Los otros dos son Svyatoslav Voznuk y Yura, cuyo apellido prefiere no compartir. El primero parece sacado de una película de Hollywood. Se frena para oler un viento que, asegura, le habla de los muertos. “Aquí cinco proyectiles, aquí cuatro”, señala bajo la lluvia. “Allí hace una semana, aquí ayer”. Su acompañante, un vecino casi 40 años más joven, le mira con el respeto del que ha visto salir su figura entre las llamas de una vivienda para salvar a los inquilinos que estaban atrapados en su interior.
“Danger, danger. Quick! (peligro, peligro. ¡Rápido!)”, exclama Svyatoslav, utilizando el inglés por primera vez en varias horas antes de echar a correr de una calle a otra para parapetarse en la siguiente línea de edificios. Desde el inicio de la invasión, asegura haber perdido 20 kilos por las caminatas que realiza cada día. De sprint en sprint evita las avenidas principales en cuyo asfalto se aprecia el paso de los tanques.
Arriesgar la vida
Su misión, repartir comida y medicamentos entre los pocos residentes que quedan en el barrio. Los que no se fueron al oeste ni bajaron a las estaciones de metro cocinan ahora en las escaleras de portales y se refugian en sótanos medio derruidos. La última tienda cerró hace seis semanas.
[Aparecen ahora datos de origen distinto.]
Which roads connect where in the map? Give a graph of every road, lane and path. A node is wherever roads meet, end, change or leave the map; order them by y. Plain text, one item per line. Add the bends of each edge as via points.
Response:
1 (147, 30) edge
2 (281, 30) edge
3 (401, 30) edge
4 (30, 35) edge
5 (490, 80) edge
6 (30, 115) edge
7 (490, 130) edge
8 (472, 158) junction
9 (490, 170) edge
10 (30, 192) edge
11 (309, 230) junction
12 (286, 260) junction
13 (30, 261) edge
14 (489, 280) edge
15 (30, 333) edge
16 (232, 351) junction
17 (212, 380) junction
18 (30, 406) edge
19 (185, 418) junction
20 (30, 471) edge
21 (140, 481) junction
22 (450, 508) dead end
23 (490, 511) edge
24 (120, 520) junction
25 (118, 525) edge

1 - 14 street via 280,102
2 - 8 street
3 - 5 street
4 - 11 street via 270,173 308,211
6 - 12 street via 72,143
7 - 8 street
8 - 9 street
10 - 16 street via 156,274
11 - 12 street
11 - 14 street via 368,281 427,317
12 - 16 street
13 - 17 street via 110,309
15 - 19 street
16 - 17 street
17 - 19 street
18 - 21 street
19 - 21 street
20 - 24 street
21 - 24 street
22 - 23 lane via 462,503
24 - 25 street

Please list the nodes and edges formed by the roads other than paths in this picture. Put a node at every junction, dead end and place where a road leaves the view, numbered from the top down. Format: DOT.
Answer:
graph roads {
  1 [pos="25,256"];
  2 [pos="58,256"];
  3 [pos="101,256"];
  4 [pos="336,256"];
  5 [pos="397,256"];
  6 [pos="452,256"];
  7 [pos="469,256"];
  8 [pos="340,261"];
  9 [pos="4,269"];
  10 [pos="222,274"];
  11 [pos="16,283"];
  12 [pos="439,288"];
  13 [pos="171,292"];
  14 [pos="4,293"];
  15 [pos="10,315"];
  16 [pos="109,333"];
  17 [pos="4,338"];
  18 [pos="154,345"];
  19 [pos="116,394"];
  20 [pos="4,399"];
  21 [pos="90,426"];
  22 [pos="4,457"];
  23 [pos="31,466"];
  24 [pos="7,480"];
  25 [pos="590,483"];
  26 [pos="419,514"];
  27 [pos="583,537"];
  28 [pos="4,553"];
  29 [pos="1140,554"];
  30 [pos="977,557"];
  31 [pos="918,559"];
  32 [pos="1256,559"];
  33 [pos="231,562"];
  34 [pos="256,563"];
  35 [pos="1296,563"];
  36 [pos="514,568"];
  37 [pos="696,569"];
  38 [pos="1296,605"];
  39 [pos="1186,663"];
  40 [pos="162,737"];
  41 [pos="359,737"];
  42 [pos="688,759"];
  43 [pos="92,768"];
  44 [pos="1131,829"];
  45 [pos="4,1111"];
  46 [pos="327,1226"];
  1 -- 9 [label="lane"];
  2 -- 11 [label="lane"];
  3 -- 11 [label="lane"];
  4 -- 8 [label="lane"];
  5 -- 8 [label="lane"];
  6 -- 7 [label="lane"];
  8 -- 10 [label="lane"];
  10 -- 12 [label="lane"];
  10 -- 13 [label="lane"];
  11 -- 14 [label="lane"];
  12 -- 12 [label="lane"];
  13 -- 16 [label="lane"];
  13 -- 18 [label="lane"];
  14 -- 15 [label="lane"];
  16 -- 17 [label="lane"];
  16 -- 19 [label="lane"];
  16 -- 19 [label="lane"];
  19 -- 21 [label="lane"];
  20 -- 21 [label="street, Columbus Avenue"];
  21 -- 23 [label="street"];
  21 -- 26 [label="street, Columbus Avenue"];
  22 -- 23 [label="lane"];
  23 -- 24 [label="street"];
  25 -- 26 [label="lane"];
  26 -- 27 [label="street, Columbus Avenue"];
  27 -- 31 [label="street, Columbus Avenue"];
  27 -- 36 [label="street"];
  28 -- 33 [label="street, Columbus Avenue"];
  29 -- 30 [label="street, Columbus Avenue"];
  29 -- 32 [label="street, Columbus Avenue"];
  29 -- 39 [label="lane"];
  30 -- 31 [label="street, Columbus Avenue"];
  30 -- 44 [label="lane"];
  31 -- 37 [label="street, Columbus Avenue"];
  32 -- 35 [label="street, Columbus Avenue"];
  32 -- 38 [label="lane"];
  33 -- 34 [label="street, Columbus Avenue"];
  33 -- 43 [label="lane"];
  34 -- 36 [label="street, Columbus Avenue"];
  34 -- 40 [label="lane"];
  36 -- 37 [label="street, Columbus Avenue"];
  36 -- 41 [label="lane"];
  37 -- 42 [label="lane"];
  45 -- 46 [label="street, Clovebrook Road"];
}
A finales de abril, paseando por Saltivka, Svyatoslav avisaba del peligro del mero hecho de andar por la calle. “Al final nos van a dar”, suspiraba, insistiendo en recorrer todas las arterias que conectan el distrito. Un patrón que repiten ucranianos en cada ciudad, porque, para ellos, merece la pena el riesgo si muestran al mundo lo que ocurre en el interior de sus fronteras.
Lo mismo sucede en otras ciudades como Mykolaiv, Odesa, Dnipro o Kramatorsk. Civiles que buscan exponer una realidad en la que viven desde hace dos meses y medio. El tiempo corrió a favor de Ucrania durante las primeras semanas, aunque ahora, ante el lento avance en el Donbás y la posible ley marcial en Rusia, vuelven a escucharse voces que temen ver su guerra en un olvido en el que estuvo sumergida siete años anteriores.
Los 44 cadáveres encontrados este martes bajo los escombros de un bloque de viviendas de Izium o las 60 vidas que segó este fin de semana un ataque aéreo en Bilohorivka devuelven la atención mediática. No obstante, las dificultades de acceso para la prensa y las grandes desgracias ocultan los muertos individuales multiplicados por los ataques recientes.
Según las estadísticas oficiales de Naciones Unidas, 3.381 civiles habrían fallecido en el conflicto, aunque su encargado de monitorear el cumplimiento de los derechos humanos ya ha sugerido que la realidad es "miles de veces superior" a la cifra publicada.
Los propios vecinos de Saltivka lo saben y llevan semanas mostrando sus calles para que el mundo no aparte una mirada que puede salvar vidas. Mientras, las fuerzas armadas ucranianas continúan liberando pueblos, la artillería continúa rugiendo y el sol sale de nuevo. Nadie se ha dado cuenta de que ha dejado de llover.